On one hand, they adroitly help clients navigate their future, but when it comes to their firms, well, they might not be quite so vigilant, according to smartasset.com.
Only 27% of financial advisors have a succession plan – or formal preparations to segue from the business -- at all, according to a 2018 report from the Financial Planning Association.
Consequently, it begs the question: with a gaggle of advisors closing in on hanging it up, what’s their legacy strategy?
Among key findings from financial advisors on SmartAsset’s platform:
The number of financial advisors with a succession plan has increased.
Most financial advisors without a succession plan intend on creating one at some point in the future
Financial advisor succession planning is not top-of-mind for most individuals.
Meantime, probably not surprisingly, women, it seems, are making a major mark in the financial terrain.
The essential role of women agents in furthering the cause of financial inclusion and fostering business growth for financial service providers was confirmed through a plethora of research studies done worldwide, according to findevgateway.org.
What’s more, female agents are the ones of choice among female customers, while agents serving more women customers derive more income and satisfaction on the job.
Just a reg guy
No bi week for Reg Bi, no siree.
Bill St. Louis, executive vice president and head of the National Cause and Financial Crimes Detection Program at FINRA, recently announced the intention of the organization to hold Reg Bi compliance exams of 1000 broker-dealers, according to natlawreview.com.

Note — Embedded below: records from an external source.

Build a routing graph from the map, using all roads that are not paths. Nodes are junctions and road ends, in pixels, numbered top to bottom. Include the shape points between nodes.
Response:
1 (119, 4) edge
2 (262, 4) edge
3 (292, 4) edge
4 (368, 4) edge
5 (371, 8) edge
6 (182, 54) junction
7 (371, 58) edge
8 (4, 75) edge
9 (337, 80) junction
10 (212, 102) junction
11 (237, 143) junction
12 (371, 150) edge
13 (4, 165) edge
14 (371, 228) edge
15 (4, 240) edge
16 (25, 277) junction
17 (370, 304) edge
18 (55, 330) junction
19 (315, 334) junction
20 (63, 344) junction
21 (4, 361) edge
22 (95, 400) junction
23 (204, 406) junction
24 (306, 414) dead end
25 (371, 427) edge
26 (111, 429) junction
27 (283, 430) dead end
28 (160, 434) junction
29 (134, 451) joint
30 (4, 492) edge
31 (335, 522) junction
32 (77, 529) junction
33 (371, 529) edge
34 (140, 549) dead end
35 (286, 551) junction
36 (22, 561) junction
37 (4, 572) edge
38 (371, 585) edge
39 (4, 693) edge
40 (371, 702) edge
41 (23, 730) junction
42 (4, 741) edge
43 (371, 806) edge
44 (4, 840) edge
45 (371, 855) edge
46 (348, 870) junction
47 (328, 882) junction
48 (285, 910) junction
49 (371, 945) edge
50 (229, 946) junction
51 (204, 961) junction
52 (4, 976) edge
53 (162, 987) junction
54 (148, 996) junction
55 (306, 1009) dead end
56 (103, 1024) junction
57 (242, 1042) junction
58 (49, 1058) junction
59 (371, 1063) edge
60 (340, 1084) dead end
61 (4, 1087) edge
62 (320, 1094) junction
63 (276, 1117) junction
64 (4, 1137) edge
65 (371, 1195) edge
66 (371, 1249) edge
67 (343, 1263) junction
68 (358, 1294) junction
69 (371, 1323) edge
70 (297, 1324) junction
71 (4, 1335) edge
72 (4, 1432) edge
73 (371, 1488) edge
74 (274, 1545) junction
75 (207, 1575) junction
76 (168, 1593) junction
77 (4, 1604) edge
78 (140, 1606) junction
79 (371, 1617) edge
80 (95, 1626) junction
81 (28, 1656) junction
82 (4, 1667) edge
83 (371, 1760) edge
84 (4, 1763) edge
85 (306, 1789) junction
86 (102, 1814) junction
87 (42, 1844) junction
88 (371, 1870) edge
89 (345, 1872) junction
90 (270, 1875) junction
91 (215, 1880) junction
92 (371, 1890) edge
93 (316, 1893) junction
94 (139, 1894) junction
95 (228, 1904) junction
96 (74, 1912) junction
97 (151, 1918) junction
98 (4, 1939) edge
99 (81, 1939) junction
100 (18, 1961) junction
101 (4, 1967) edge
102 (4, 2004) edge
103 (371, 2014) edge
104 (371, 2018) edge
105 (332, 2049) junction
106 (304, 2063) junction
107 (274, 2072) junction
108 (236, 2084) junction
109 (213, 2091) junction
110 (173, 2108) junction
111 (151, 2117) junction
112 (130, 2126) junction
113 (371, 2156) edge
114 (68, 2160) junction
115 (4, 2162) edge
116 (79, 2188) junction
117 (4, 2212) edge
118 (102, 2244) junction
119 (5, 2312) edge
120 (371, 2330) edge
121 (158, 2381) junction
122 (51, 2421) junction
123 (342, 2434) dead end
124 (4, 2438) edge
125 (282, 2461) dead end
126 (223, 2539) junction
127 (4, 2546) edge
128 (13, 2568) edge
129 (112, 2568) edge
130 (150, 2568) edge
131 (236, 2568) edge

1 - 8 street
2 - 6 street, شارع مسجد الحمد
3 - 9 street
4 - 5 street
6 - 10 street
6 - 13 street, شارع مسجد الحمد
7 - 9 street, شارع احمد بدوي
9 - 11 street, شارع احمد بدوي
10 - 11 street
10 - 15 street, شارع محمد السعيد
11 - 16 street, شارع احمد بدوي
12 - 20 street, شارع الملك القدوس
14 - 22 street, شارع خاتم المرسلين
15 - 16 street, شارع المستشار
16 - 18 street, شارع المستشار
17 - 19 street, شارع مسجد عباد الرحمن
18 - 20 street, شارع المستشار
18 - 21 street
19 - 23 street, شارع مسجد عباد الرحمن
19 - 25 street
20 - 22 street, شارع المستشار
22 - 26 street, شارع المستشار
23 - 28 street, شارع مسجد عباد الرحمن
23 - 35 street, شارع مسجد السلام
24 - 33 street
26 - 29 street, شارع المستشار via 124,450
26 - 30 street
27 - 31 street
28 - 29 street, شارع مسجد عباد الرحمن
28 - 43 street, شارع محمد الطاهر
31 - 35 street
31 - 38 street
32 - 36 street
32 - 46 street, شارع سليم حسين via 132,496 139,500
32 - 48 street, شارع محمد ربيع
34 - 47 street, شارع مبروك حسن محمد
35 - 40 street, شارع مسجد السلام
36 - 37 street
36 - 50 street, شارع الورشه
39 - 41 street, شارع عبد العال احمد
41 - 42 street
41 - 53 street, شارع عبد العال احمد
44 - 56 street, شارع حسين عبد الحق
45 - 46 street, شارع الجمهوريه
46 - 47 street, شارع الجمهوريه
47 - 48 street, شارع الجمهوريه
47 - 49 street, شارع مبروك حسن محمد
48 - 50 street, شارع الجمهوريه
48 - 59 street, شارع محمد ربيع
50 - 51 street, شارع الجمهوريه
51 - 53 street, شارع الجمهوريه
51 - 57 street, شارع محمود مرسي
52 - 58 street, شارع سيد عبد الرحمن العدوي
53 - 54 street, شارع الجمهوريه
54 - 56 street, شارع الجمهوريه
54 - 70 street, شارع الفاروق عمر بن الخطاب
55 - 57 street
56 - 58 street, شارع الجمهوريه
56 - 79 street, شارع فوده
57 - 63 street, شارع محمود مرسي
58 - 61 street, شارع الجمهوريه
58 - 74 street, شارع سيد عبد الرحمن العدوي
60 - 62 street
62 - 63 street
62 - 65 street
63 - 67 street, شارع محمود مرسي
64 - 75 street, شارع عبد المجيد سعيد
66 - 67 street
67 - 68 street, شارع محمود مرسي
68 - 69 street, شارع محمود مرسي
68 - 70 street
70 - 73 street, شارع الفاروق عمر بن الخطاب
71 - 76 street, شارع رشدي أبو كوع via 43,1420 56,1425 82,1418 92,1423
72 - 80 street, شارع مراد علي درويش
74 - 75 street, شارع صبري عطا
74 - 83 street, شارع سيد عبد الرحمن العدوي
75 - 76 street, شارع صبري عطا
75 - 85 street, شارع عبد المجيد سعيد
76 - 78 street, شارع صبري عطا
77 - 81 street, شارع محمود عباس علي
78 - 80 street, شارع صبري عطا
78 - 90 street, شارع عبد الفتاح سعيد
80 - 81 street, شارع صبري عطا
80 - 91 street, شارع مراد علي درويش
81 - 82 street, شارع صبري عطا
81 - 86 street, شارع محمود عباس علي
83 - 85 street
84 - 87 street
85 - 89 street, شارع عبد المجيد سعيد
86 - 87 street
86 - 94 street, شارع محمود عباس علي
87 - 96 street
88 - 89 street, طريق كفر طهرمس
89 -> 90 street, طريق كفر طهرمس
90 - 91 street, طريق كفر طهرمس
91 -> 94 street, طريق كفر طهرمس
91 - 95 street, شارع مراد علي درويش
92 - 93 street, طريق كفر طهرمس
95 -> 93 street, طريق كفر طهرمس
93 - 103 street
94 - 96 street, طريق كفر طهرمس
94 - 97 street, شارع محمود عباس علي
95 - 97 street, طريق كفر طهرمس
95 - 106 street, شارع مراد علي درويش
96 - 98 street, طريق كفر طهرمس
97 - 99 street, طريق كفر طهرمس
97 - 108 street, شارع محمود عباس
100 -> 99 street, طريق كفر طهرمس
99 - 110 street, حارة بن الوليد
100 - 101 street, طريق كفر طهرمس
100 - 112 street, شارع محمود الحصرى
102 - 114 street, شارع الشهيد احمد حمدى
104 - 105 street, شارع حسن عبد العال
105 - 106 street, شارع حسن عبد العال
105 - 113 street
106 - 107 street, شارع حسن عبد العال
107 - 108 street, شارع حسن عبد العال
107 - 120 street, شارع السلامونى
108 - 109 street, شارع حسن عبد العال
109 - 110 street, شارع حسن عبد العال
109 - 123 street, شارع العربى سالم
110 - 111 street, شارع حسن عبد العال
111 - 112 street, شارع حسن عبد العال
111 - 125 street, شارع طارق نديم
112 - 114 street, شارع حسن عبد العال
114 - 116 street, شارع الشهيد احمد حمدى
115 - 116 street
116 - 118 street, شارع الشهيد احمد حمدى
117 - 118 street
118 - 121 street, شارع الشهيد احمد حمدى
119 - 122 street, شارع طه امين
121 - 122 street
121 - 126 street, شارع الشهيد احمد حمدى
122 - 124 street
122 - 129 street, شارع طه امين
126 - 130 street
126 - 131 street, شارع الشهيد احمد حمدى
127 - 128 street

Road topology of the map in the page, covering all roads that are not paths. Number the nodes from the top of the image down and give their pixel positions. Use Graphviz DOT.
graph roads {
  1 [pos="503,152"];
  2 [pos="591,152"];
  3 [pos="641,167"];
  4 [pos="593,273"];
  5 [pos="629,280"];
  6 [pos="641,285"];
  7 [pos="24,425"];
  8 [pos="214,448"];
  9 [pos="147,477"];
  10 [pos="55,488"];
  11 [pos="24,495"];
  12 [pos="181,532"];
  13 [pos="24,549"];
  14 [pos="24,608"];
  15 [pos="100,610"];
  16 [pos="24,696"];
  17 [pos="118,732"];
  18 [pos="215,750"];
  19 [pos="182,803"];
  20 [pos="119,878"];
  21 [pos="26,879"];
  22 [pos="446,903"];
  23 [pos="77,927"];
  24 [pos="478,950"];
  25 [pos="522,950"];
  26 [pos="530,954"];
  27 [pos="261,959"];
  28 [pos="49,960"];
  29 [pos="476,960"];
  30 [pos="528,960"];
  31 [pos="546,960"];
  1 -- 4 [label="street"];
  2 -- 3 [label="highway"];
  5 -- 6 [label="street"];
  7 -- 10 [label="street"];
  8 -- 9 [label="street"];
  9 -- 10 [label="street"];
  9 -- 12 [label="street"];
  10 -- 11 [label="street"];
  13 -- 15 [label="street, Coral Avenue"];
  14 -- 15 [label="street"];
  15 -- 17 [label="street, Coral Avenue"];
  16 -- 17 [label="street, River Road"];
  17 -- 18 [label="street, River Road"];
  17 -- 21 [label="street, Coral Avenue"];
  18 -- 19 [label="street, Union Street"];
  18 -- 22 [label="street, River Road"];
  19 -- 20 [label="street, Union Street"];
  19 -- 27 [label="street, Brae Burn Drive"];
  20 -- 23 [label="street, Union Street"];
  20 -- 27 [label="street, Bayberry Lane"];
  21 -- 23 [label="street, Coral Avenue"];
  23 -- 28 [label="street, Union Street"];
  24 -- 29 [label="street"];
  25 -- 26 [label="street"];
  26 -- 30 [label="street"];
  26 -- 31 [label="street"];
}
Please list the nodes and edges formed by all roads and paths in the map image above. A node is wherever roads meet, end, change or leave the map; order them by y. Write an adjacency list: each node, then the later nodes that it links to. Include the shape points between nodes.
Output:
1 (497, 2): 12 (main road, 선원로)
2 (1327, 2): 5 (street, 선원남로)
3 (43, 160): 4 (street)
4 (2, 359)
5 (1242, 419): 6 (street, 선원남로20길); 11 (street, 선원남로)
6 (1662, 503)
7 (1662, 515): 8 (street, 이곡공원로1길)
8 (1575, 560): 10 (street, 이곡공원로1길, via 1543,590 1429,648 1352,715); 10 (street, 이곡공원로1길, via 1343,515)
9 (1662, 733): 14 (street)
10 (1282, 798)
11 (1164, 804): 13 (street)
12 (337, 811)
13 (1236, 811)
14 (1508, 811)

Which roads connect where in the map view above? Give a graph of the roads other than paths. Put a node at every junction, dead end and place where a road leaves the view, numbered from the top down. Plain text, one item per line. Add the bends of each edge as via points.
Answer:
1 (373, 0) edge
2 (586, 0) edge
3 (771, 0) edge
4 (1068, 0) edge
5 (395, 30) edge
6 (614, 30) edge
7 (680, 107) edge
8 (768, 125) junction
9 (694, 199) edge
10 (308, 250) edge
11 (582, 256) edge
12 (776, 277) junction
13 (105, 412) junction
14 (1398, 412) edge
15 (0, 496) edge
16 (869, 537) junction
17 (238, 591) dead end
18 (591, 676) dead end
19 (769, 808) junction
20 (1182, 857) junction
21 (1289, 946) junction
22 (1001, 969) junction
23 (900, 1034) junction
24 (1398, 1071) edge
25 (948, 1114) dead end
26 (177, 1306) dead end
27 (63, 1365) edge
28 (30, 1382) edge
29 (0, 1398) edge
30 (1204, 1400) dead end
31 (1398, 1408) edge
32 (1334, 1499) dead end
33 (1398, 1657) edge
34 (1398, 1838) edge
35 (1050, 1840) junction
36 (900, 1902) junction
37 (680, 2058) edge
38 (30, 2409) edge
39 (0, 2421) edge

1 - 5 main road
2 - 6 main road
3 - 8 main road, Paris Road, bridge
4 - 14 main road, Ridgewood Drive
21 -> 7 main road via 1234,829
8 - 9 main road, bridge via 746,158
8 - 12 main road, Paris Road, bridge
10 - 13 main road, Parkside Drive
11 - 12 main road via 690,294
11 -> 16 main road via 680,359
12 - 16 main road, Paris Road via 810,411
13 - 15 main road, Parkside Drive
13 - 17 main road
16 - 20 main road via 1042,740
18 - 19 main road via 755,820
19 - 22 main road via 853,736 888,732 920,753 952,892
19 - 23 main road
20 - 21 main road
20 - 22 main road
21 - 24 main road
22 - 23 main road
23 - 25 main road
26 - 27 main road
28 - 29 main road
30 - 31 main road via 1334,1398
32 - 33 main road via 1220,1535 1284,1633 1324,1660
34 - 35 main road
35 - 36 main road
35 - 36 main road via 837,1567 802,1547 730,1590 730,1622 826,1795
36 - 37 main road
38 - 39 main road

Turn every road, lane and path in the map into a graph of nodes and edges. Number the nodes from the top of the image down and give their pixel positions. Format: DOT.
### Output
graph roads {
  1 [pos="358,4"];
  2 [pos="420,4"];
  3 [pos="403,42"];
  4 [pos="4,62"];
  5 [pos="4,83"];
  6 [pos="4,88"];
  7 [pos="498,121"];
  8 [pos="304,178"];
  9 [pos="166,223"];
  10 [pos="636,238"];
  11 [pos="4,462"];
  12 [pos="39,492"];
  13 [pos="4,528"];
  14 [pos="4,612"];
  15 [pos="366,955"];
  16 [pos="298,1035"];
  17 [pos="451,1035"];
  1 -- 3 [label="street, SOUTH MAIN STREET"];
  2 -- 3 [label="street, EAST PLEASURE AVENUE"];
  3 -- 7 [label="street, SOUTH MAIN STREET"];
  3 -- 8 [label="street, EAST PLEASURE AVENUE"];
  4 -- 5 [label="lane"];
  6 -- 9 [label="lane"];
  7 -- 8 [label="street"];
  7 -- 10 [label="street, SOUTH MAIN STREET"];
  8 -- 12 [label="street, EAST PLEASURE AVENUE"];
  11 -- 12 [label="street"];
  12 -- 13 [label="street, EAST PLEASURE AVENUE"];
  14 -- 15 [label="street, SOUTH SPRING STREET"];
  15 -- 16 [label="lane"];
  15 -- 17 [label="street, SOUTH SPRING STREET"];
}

They’ll take place by year’s end.
While on the books for nearly three years, enforcement actions under the rules has generated little action from FINRA.
Christopher Kelly, FINRA’s acting head of enforcement, said there will be no new standard applied in the enforcement actions.
“Both Reg BI for broker-dealers and the IA fiduciary standard for investment advisers are drawn from key fiduciary principles that include an obligation to act in the retail investor’s best interest and not to place their own interests ahead of the investor’s interests,” the SEC states in a staff bulletin released in late April, reported investmentnews.com.
From the staff’s perspective: “although the specific application of Reg BI and the IA fiduciary standard may differ in some respects and be triggered at different times, they generally yield substantially similar results in terms of the ultimate responsibilities owed to retail investors.”